EXERCISE - In the data below, find the line containing "Trace the roads"; reproduce that line and all subsequent lines exactly, and nothing else.

DATA PROVIDED -
====

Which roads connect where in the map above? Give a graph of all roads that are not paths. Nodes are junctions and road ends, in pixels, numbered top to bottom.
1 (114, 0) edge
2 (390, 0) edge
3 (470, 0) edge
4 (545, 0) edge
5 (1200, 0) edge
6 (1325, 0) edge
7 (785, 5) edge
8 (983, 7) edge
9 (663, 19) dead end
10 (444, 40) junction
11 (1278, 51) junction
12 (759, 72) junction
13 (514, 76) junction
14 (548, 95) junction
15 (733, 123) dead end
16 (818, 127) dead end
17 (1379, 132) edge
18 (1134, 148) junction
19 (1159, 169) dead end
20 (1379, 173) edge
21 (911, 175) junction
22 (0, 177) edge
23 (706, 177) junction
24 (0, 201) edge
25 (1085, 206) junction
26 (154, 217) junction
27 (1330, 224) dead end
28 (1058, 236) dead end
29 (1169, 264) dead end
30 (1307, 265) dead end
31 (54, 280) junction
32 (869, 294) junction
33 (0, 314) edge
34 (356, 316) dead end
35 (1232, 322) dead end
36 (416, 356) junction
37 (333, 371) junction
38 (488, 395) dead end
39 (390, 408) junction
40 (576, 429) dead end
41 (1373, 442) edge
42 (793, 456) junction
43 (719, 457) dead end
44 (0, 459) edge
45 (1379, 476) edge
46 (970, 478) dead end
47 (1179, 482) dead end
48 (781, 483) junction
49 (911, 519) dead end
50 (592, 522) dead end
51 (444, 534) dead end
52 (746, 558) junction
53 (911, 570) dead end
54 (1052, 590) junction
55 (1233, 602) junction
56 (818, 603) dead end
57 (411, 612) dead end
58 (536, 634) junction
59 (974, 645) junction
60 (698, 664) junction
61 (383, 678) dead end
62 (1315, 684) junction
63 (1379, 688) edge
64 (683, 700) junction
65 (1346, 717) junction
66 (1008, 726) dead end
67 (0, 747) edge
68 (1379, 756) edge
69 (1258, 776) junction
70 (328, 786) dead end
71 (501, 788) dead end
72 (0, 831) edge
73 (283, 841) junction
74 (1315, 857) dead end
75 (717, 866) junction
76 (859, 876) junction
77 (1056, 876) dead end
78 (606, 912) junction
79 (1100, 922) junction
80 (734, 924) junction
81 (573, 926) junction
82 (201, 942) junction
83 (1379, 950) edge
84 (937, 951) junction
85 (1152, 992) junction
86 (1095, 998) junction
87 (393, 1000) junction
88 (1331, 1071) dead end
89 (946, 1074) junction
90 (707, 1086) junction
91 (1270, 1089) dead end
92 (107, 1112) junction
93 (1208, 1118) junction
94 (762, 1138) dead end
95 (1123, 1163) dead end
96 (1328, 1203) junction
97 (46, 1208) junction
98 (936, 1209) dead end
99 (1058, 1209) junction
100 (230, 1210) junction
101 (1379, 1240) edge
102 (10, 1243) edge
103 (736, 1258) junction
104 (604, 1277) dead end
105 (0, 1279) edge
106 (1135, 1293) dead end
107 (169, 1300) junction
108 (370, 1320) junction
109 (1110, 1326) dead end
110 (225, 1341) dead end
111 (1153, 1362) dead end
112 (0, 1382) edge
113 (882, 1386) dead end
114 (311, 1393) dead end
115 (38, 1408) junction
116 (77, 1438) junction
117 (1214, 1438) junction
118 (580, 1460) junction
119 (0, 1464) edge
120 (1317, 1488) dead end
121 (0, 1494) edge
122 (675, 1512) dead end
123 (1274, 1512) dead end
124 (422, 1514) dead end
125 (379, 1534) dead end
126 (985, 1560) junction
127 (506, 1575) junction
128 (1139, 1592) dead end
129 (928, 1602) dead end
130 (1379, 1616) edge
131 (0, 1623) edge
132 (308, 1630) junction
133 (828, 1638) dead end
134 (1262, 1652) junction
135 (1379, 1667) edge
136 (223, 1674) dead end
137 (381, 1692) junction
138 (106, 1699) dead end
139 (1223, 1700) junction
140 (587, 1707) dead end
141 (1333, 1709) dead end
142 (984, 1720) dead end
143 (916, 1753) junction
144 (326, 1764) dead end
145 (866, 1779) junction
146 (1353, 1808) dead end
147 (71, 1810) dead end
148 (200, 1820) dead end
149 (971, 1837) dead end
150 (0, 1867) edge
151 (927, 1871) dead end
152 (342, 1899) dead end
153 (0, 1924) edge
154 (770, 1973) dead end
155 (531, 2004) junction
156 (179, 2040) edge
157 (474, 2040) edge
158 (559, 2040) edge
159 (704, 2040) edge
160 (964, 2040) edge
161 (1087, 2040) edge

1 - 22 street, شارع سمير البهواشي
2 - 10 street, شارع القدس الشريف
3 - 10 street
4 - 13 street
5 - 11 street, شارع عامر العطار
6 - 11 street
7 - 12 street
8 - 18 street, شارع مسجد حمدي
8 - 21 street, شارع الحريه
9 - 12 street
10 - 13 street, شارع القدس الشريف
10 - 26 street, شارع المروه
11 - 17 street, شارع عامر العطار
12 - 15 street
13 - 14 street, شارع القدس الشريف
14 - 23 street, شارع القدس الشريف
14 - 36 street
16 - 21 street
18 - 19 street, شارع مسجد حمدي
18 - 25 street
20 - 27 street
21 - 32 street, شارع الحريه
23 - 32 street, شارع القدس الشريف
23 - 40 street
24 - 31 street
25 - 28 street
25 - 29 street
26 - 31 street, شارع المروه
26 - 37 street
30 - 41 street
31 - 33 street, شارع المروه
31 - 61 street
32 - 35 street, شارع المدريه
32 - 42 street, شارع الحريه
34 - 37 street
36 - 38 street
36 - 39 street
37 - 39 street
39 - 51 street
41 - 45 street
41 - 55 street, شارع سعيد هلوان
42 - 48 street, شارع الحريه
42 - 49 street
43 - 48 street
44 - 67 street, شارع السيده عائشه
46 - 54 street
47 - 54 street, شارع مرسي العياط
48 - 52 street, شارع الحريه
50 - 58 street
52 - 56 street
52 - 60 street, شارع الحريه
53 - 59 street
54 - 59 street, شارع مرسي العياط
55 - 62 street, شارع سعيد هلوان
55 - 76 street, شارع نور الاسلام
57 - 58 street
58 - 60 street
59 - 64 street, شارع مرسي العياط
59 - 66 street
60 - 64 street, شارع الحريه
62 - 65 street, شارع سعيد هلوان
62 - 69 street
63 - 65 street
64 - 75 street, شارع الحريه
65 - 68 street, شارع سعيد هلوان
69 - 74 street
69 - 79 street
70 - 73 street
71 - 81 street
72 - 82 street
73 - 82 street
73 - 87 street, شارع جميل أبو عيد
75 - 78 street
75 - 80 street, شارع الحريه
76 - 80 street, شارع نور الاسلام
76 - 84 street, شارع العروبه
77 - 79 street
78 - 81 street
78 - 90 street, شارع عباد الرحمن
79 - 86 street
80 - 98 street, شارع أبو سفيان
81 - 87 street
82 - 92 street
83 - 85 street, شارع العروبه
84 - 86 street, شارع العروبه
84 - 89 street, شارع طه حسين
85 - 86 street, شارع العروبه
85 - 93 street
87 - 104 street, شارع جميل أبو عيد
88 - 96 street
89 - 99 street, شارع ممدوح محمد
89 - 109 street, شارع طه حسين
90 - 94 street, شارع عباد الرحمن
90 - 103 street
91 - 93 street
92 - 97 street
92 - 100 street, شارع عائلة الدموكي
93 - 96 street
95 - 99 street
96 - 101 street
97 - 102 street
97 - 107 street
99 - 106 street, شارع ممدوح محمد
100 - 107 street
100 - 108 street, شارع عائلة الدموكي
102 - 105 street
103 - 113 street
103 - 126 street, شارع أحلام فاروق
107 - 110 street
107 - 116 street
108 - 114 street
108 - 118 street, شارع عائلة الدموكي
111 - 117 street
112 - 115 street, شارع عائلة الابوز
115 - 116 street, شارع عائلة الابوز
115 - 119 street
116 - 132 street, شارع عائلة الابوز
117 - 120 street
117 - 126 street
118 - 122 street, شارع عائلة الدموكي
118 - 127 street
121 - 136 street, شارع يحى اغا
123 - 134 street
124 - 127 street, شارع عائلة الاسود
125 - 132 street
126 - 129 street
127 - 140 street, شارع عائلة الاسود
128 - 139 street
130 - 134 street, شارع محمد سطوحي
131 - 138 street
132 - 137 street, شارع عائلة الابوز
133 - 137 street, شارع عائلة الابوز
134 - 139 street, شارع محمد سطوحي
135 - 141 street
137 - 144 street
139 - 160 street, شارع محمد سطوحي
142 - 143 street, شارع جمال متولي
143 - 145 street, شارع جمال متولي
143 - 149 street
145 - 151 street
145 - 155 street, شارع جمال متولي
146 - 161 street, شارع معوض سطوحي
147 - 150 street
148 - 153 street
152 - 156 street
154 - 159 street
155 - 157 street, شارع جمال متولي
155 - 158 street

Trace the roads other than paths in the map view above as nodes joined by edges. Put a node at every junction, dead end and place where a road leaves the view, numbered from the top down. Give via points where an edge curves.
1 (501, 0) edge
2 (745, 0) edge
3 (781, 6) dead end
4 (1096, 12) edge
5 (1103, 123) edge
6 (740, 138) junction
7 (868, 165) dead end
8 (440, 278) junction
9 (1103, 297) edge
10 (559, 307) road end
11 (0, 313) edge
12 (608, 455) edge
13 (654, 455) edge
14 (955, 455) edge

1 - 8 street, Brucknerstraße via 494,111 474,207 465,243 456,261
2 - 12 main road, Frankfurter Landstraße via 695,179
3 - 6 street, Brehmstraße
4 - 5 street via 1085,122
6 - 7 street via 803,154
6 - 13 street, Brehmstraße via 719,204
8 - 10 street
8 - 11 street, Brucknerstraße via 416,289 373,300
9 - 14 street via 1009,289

====

TASK OUTPUT -
Trace the roads other than paths in the map view above as nodes joined by edges. Put a node at every junction, dead end and place where a road leaves the view, numbered from the top down. Give via points where an edge curves.
1 (501, 0) edge
2 (745, 0) edge
3 (781, 6) dead end
4 (1096, 12) edge
5 (1103, 123) edge
6 (740, 138) junction
7 (868, 165) dead end
8 (440, 278) junction
9 (1103, 297) edge
10 (559, 307) road end
11 (0, 313) edge
12 (608, 455) edge
13 (654, 455) edge
14 (955, 455) edge

1 - 8 street, Brucknerstraße via 494,111 474,207 465,243 456,261
2 - 12 main road, Frankfurter Landstraße via 695,179
3 - 6 street, Brehmstraße
4 - 5 street via 1085,122
6 - 7 street via 803,154
6 - 13 street, Brehmstraße via 719,204
8 - 10 street
8 - 11 street, Brucknerstraße via 416,289 373,300
9 - 14 street via 1009,289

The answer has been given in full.